**What to work on**
Every line from the one holding "index tip: (661, 328)" through the one holding "pinky mcp: (1368, 546)" in the data below must be returned exactly, both ends included, with pictures left out and nothing else added.

──────────

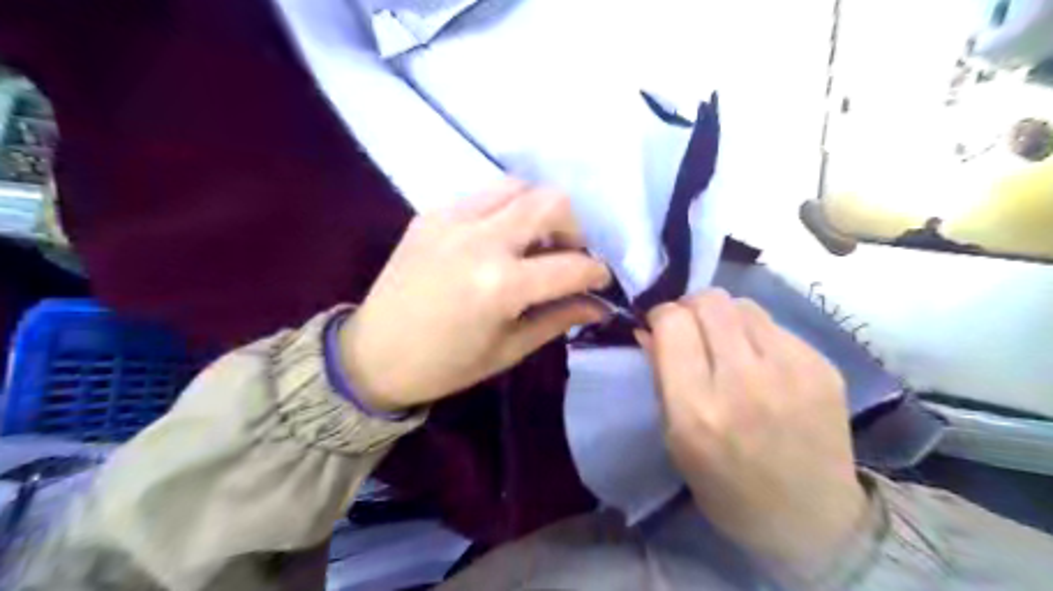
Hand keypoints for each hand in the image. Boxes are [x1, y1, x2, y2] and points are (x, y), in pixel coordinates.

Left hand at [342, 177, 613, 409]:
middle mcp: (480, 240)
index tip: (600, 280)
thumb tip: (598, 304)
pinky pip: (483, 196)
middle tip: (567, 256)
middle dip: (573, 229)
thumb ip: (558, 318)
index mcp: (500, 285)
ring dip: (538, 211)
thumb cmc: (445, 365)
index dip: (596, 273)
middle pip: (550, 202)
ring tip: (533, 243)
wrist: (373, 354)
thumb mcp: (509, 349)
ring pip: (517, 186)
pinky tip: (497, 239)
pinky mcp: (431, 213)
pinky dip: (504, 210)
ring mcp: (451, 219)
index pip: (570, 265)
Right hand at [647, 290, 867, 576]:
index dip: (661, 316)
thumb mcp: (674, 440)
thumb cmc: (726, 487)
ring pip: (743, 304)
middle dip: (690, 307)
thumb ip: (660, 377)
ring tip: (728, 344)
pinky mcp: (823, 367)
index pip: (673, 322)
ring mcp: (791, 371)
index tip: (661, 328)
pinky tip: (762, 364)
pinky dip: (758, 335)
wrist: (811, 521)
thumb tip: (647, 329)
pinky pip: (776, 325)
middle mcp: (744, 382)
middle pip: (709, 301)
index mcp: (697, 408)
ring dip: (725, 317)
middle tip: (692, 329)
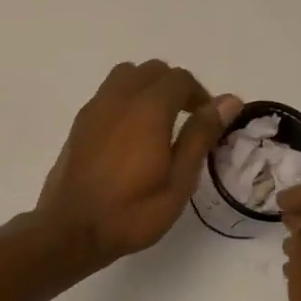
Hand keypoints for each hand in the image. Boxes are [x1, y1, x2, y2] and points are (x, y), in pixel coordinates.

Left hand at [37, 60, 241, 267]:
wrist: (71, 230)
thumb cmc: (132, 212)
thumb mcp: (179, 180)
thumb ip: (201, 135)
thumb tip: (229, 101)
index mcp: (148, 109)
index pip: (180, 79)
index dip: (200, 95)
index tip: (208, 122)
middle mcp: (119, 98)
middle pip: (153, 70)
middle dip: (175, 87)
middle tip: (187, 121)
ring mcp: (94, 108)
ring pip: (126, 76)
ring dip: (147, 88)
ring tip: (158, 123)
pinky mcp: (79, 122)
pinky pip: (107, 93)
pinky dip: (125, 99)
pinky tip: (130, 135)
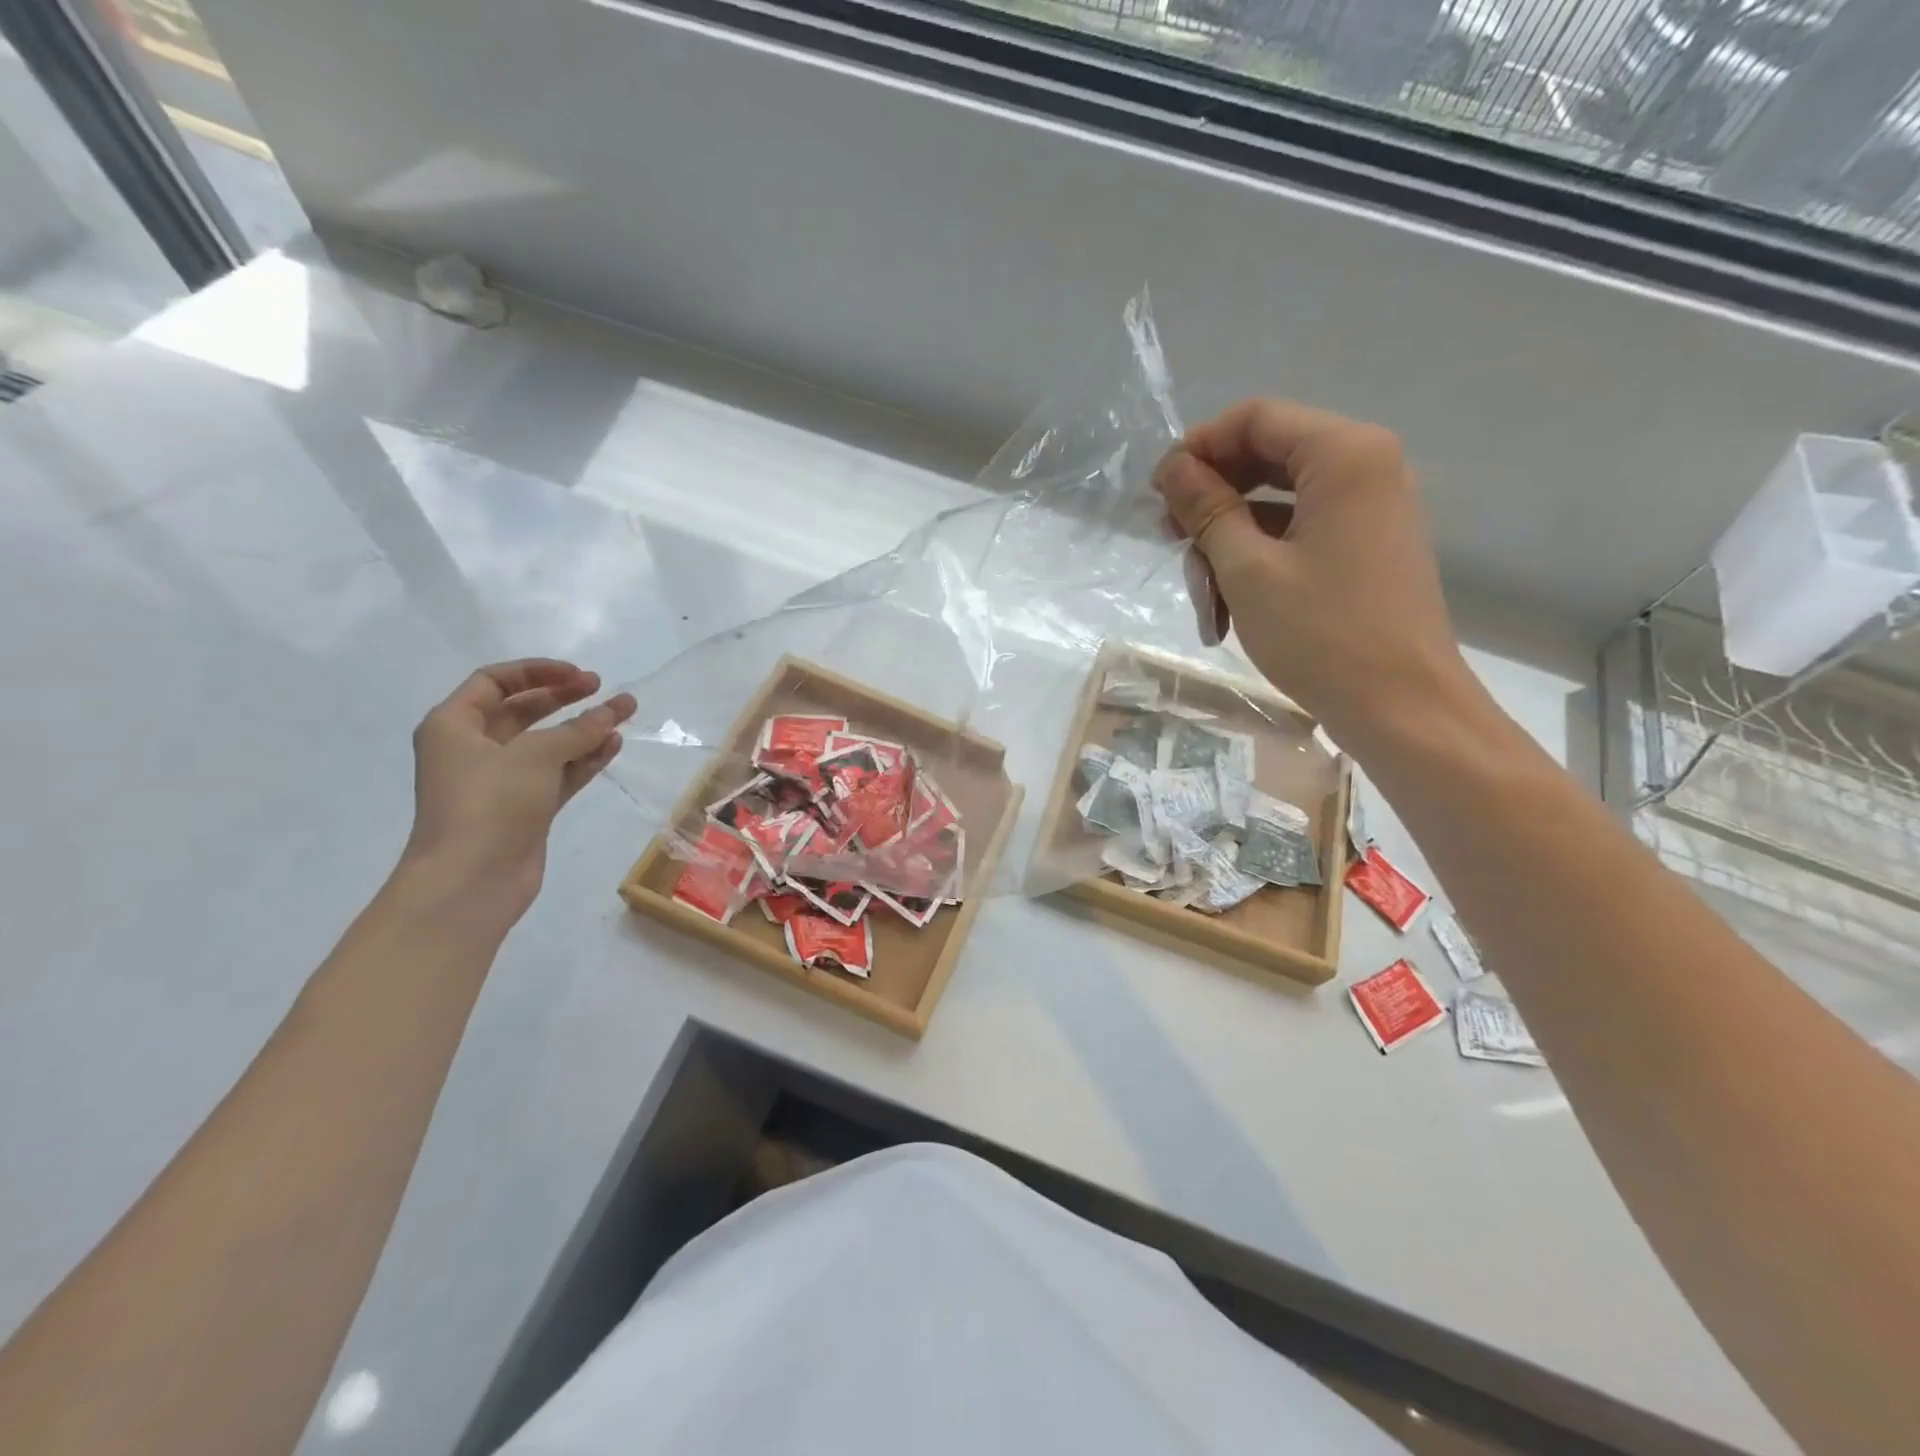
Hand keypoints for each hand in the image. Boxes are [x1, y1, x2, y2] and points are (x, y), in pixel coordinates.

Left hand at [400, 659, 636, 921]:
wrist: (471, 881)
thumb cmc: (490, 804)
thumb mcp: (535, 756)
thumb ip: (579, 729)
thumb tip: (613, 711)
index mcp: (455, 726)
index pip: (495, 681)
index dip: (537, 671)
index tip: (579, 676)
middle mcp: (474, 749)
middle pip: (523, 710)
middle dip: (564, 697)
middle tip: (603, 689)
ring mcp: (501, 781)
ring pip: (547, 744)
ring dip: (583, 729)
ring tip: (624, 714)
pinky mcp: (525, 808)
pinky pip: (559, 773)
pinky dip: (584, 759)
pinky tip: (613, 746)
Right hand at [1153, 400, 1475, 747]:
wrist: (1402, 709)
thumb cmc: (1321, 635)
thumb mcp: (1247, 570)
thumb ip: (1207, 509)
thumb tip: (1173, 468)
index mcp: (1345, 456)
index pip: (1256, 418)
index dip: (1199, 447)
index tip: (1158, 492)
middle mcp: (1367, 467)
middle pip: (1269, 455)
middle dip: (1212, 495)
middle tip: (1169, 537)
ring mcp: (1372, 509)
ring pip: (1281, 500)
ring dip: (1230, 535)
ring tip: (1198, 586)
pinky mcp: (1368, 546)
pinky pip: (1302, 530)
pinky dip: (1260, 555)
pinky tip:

──────────

**Output for this exercise**
index tip: (661, 328)
pinky tip: (762, 364)
pinky dip: (758, 335)
wrist: (811, 521)
thumb tip: (647, 329)
pinky pip: (776, 325)
middle mcp: (744, 382)
middle pip: (709, 301)
index mcp: (697, 408)
ring dip: (725, 317)
middle tip: (692, 329)
Hand keypoints for each hand in the image. Boxes are [x1, y1, x2, y2] and points are (x, y), in pixel coordinates.

Left hand at [37, 60, 241, 267]:
wrist: (71, 230)
thumb cmc: (132, 212)
thumb mcp: (179, 180)
thumb ip: (201, 135)
thumb tip: (229, 101)
index mcp: (148, 109)
index pip: (180, 79)
index dip: (200, 95)
index tip: (208, 122)
middle mcp: (119, 98)
middle pip: (153, 70)
middle dip: (175, 87)
middle tip: (187, 121)
ring mcp: (94, 108)
ring pip: (126, 76)
ring dip: (147, 88)
ring tip: (158, 123)
pinky mcp: (79, 122)
pinky pip: (107, 93)
pinky dip: (125, 99)
pinky tip: (130, 135)
Hand keypoints for each hand in the image. Boxes are [x1, y1, x2, y2] and points are (x, y), in pixel coordinates.

Left hand at [400, 659, 636, 921]:
wrist: (471, 881)
thumb cmc: (490, 804)
thumb mcp: (535, 756)
thumb ip: (579, 729)
thumb tip: (613, 711)
index mcp: (455, 726)
index pip: (495, 681)
index dip: (537, 671)
index tip: (579, 676)
middle mcp: (474, 749)
middle pip: (523, 710)
middle dip: (564, 697)
middle tip: (603, 689)
ring mcp: (501, 781)
ring pip: (547, 744)
ring dip: (583, 729)
ring tip: (624, 714)
pinky mcp: (525, 808)
pinky pip: (559, 773)
pinky dip: (584, 759)
pinky tip: (613, 746)
Right hand at [1153, 400, 1475, 747]:
wrist: (1402, 709)
thumb cmc: (1321, 635)
thumb mcp: (1247, 570)
thumb ip: (1207, 509)
thumb tip: (1173, 468)
index mcp: (1345, 456)
index pip: (1256, 418)
index dip: (1199, 447)
index tip: (1158, 492)
middle mcp: (1367, 467)
middle pip: (1269, 455)
middle dip: (1212, 495)
middle tip: (1169, 537)
ring mcp: (1372, 509)
ring pip: (1281, 500)
ring dip: (1230, 535)
ring tip: (1198, 586)
pinky mcp: (1368, 546)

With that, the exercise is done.